Key concepts

Key concepts#

This section briefly introduces some key concepts of the JAX package.

Transformations#

Along with functions to operate on arrays, JAX includes a number of transformations which operate on JAX functions. These include

jax.jit(): Just-in-time (JIT) compilation; see Just-in-time compilation
jax.vmap(): Vectorizing transform; see Automatic vectorization
jax.grad(): Gradient transform; see Automatic differentiation

as well as several others. Transformations accept a function as an argument, and return a new transformed function. For example, here’s how you might JIT-compile a simple SELU function:

import jax
import jax.numpy as jnp

def selu(x, alpha=1.67, lambda_=1.05):
  return lambda_ * jnp.where(x > 0, x, alpha * jnp.exp(x) - alpha)

selu_jit = jax.jit(selu)
print(selu_jit(1.0))

1.05

Often you’ll see transformations applied using Python’s decorator syntax for convenience:

@jax.jit
def selu(x, alpha=1.67, lambda_=1.05):
  return lambda_ * jnp.where(x > 0, x, alpha * jnp.exp(x) - alpha)

Tracing#

The magic behind transformations is the notion of a Tracer. Tracers are abstract stand-ins for array objects, and are passed to JAX functions in order to extract the sequence of operations that the function encodes.

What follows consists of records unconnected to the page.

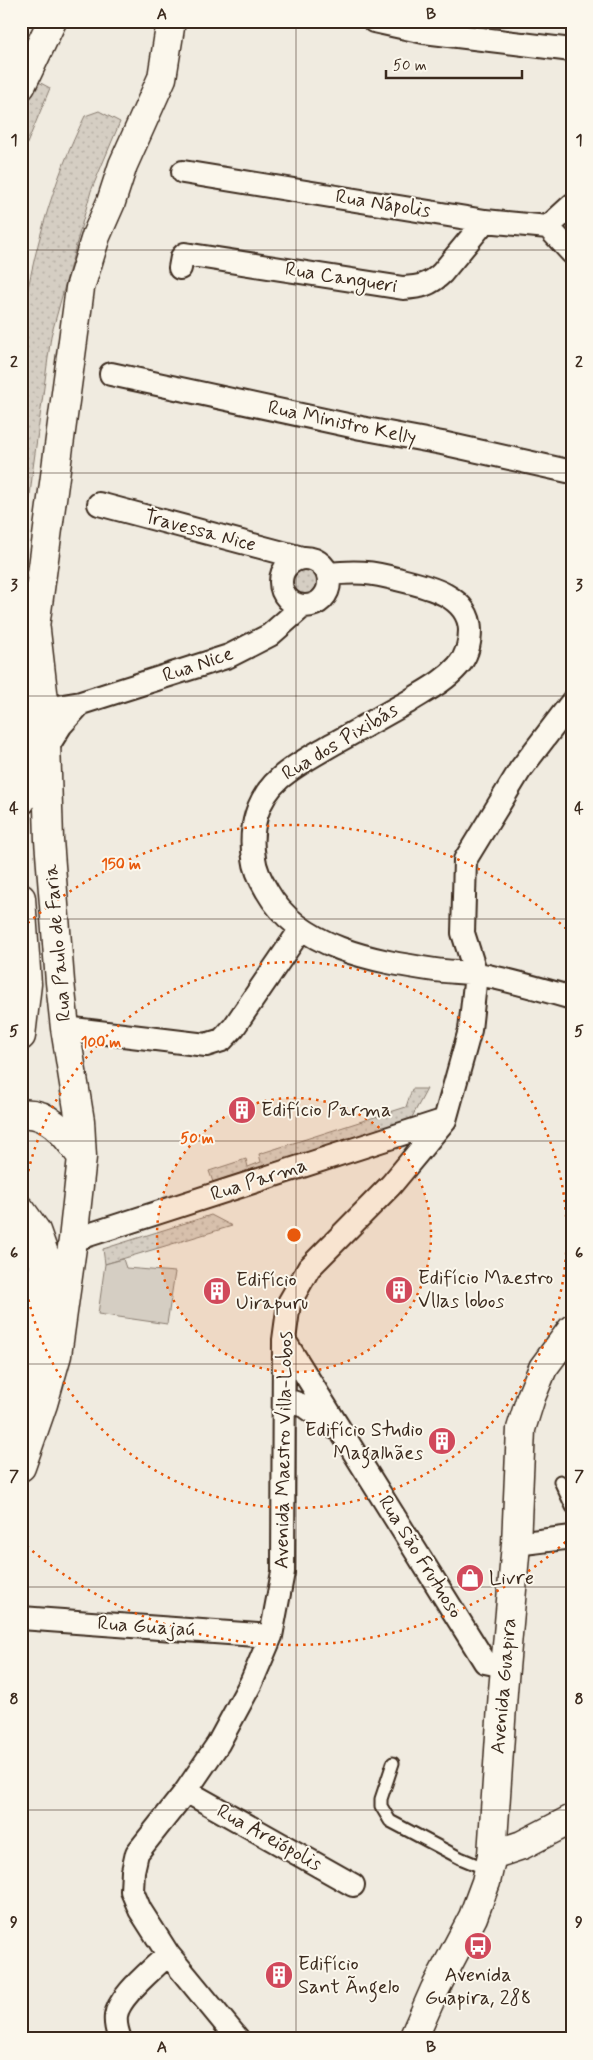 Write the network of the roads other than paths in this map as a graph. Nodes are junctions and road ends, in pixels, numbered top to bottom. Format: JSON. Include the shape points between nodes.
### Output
{"nodes":[{"id":1,"x":52,"y":21,"type":"edge"},
{"id":2,"x":171,"y":21,"type":"edge"},
{"id":3,"x":374,"y":21,"type":"edge"},
{"id":4,"x":572,"y":50,"type":"edge"},
{"id":5,"x":21,"y":86,"type":"edge"},
{"id":6,"x":183,"y":172,"type":"dead end"},
{"id":7,"x":572,"y":205,"type":"edge"},
{"id":8,"x":485,"y":221,"type":"junction"},
{"id":9,"x":548,"y":227,"type":"junction"},
{"id":10,"x":572,"y":253,"type":"edge"},
{"id":11,"x":180,"y":268,"type":"dead end"},
{"id":12,"x":111,"y":374,"type":"dead end"},
{"id":13,"x":572,"y":472,"type":"edge"},
{"id":14,"x":99,"y":504,"type":"dead end"},
{"id":15,"x":302,"y":558,"type":"junction"},
{"id":16,"x":328,"y":574,"type":"junction"},
{"id":17,"x":303,"y":606,"type":"junction"},
{"id":18,"x":35,"y":622,"type":"junction"},
{"id":19,"x":572,"y":702,"type":"edge"},
{"id":20,"x":81,"y":703,"type":"junction"},
{"id":21,"x":45,"y":709,"type":"junction"},
{"id":22,"x":46,"y":749,"type":"junction"},
{"id":23,"x":21,"y":801,"type":"edge"},
{"id":24,"x":21,"y":898,"type":"edge"},
{"id":25,"x":301,"y":930,"type":"junction"},
{"id":26,"x":476,"y":974,"type":"junction"},
{"id":27,"x":572,"y":998,"type":"edge"},
{"id":28,"x":65,"y":1028,"type":"junction"},
{"id":29,"x":21,"y":1036,"type":"edge"},
{"id":30,"x":21,"y":1114,"type":"edge"},
{"id":31,"x":445,"y":1120,"type":"junction"},
{"id":32,"x":82,"y":1157,"type":"junction"},
{"id":33,"x":21,"y":1210,"type":"edge"},
{"id":34,"x":73,"y":1240,"type":"junction"},
{"id":35,"x":33,"y":1255,"type":"edge"},
{"id":36,"x":572,"y":1330,"type":"edge"},
{"id":37,"x":284,"y":1340,"type":"junction"},
{"id":38,"x":21,"y":1397,"type":"edge"},
{"id":39,"x":284,"y":1399,"type":"junction"},
{"id":40,"x":344,"y":1435,"type":"junction"},
{"id":41,"x":21,"y":1467,"type":"edge"},
{"id":42,"x":560,"y":1482,"type":"dead end"},
{"id":43,"x":572,"y":1507,"type":"edge"},
{"id":44,"x":572,"y":1537,"type":"edge"},
{"id":45,"x":516,"y":1544,"type":"junction"},
{"id":46,"x":21,"y":1618,"type":"edge"},
{"id":47,"x":271,"y":1636,"type":"junction"},
{"id":48,"x":505,"y":1666,"type":"junction"},
{"id":49,"x":393,"y":1763,"type":"dead end"},
{"id":50,"x":186,"y":1791,"type":"junction"},
{"id":51,"x":572,"y":1819,"type":"edge"},
{"id":52,"x":490,"y":1863,"type":"junction"},
{"id":53,"x":353,"y":1885,"type":"dead end"},
{"id":54,"x":168,"y":1954,"type":"junction"},
{"id":55,"x":120,"y":2039,"type":"edge"},
{"id":56,"x":238,"y":2039,"type":"edge"},
{"id":57,"x":413,"y":2039,"type":"edge"}],
"edges":[{"from":1,"to":5,"type":"street"},
{"from":2,"to":18,"type":"street","via":[[162,78],[123,165],[80,288]]},
{"from":3,"to":4,"type":"street","via":[[424,32]]},
{"from":6,"to":8,"type":"street","name":"Rua Nápolis"},
{"from":7,"to":9,"type":"street"},
{"from":8,"to":9,"type":"street","name":"Rua Nápolis"},
{"from":8,"to":11,"type":"street","name":"Rua Cangueri","via":[[442,273],[424,286],[403,288],[185,254]]},
{"from":9,"to":10,"type":"street"},
{"from":12,"to":13,"type":"street","name":"Rua Ministro Kelly"},
{"from":14,"to":15,"type":"street","name":"Travessa Nice"},
{"from":15,"to":16,"type":"street","via":[[318,561]]},
{"from":15,"to":17,"type":"street","via":[[288,565],[281,579],[284,594]]},
{"from":16,"to":17,"type":"street","via":[[329,590],[325,597],[319,603]]},
{"from":16,"to":25,"type":"street","name":"Rua dos Pixibás","via":[[372,572],[441,593],[459,603],[466,613],[470,627],[469,647],[458,666],[438,684],[303,761],[279,779],[264,797],[256,815],[254,859],[261,881],[275,905]]},
{"from":17,"to":20,"type":"street","name":"Rua Nice","via":[[270,635],[228,656]]},
{"from":18,"to":21,"type":"street","name":"Rua Paulo de Faria"},
{"from":18,"to":23,"type":"street","via":[[25,702]]},
{"from":19,"to":26,"type":"street","name":"Avenida Maestro Villa-Lobos","via":[[520,770],[465,860],[463,933]]},
{"from":20,"to":21,"type":"street","name":"Rua Nice"},
{"from":20,"to":22,"type":"street","name":"Rua Nice","via":[[61,725]]},
{"from":21,"to":22,"type":"street","name":"Rua Paulo de Faria"},
{"from":22,"to":28,"type":"street","name":"Rua Paulo de Faria","via":[[49,840]]},
{"from":24,"to":29,"type":"street","name":"Rua Paulo de Faria","via":[[28,984]]},
{"from":25,"to":26,"type":"street","name":"Rua dos Pixibás","via":[[321,941],[399,964]]},
{"from":25,"to":28,"type":"street","via":[[222,1040],[206,1045]]},
{"from":26,"to":27,"type":"street","name":"Rua dos Pixibás"},
{"from":26,"to":31,"type":"street","name":"Avenida Maestro Villa-Lobos","via":[[470,1030]]},
{"from":28,"to":32,"type":"street","name":"Rua Paulo de Faria","via":[[80,1121]]},
{"from":30,"to":32,"type":"street","via":[[41,1116],[54,1124]]},
{"from":31,"to":34,"type":"street","name":"Rua Parma"},
{"from":31,"to":37,"type":"street","name":"Avenida Maestro Villa-Lobos","via":[[391,1185],[309,1268],[289,1303]]},
{"from":32,"to":34,"type":"street","name":"Rua Paulo de Faria"},
{"from":33,"to":35,"type":"street","via":[[36,1231]]},
{"from":34,"to":41,"type":"street","name":"Rua Paulo de Faria","via":[[57,1355]]},
{"from":35,"to":38,"type":"street","via":[[30,1359]]},
{"from":36,"to":45,"type":"street","name":"Avenida Guapira","via":[[543,1368],[521,1429]]},
{"from":37,"to":39,"type":"street","name":"Avenida Maestro Villa-Lobos"},
{"from":37,"to":40,"type":"street","name":"Rua São Frutuoso"},
{"from":39,"to":40,"type":"street","name":"Rua São Frutuoso","via":[[304,1406]]},
{"from":39,"to":47,"type":"street","name":"Avenida Maestro Villa-Lobos","via":[[283,1572]]},
{"from":40,"to":48,"type":"street","name":"Rua São Frutuoso","via":[[485,1662]]},
{"from":42,"to":43,"type":"lane"},
{"from":44,"to":45,"type":"street"},
{"from":45,"to":48,"type":"street","name":"Avenida Guapira"},
{"from":46,"to":47,"type":"street","name":"Rua Guajaú"},
{"from":47,"to":50,"type":"street","name":"Avenida Maestro Villa-Lobos","via":[[223,1736]]},
{"from":48,"to":52,"type":"street","name":"Avenida Guapira"},
{"from":49,"to":52,"type":"lane","via":[[381,1799],[381,1806],[390,1821],[460,1858]]},
{"from":50,"to":53,"type":"street","name":"Rua Areiópolis"},
{"from":50,"to":54,"type":"street","name":"Avenida Maestro Villa-Lobos","via":[[138,1853],[133,1872],[132,1891],[140,1910]]},
{"from":51,"to":52,"type":"street"},
{"from":52,"to":57,"type":"street","name":"Avenida Guapira","via":[[473,1917]]},
{"from":54,"to":55,"type":"street","via":[[121,2002],[116,2015]]},
{"from":54,"to":56,"type":"street","name":"Avenida Maestro Villa-Lobos"}]}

You can see this by printing any array value within transformed JAX code; for example:

@jax.jit
def f(x):
  print(x)
  return x + 1

x = jnp.arange(5)
result = f(x)

JitTracer<int32[5]>

The value printed is not the array x, but a Tracer instance that represents essential attributes of x, such as its shape and dtype. By executing the function with traced values, JAX can determine the sequence of operations encoded by the function before those operations are actually executed: transformations like jit(), vmap(), and grad() can then map this sequence of input operations to a transformed sequence of operations.

Static vs traced operations#

Just as values can be either static or traced, operations can be static or traced. Static operations are evaluated at compile-time in Python; traced operations are compiled & evaluated at run-time in XLA.

This distinction between static and traced values makes it important to think about how to keep a static value static. Consider this function:

import jax.numpy as jnp
from jax import jit

@jit
def f(x):
  return x.reshape(jnp.array(x.shape).prod())

x = jnp.ones((2, 3))
f(x)

---------------------------------------------------------------------------
TypeError                                 Traceback (most recent call last)
Cell In[4], line 9
      6   return x.reshape(jnp.array(x.shape).prod())
      8 x = jnp.ones((2, 3))
----> 9 f(x)

    [... skipping hidden 13 frame]

Cell In[4], line 6, in f(x)
      4 @jit
      5 def f(x):
----> 6   return x.reshape(jnp.array(x.shape).prod())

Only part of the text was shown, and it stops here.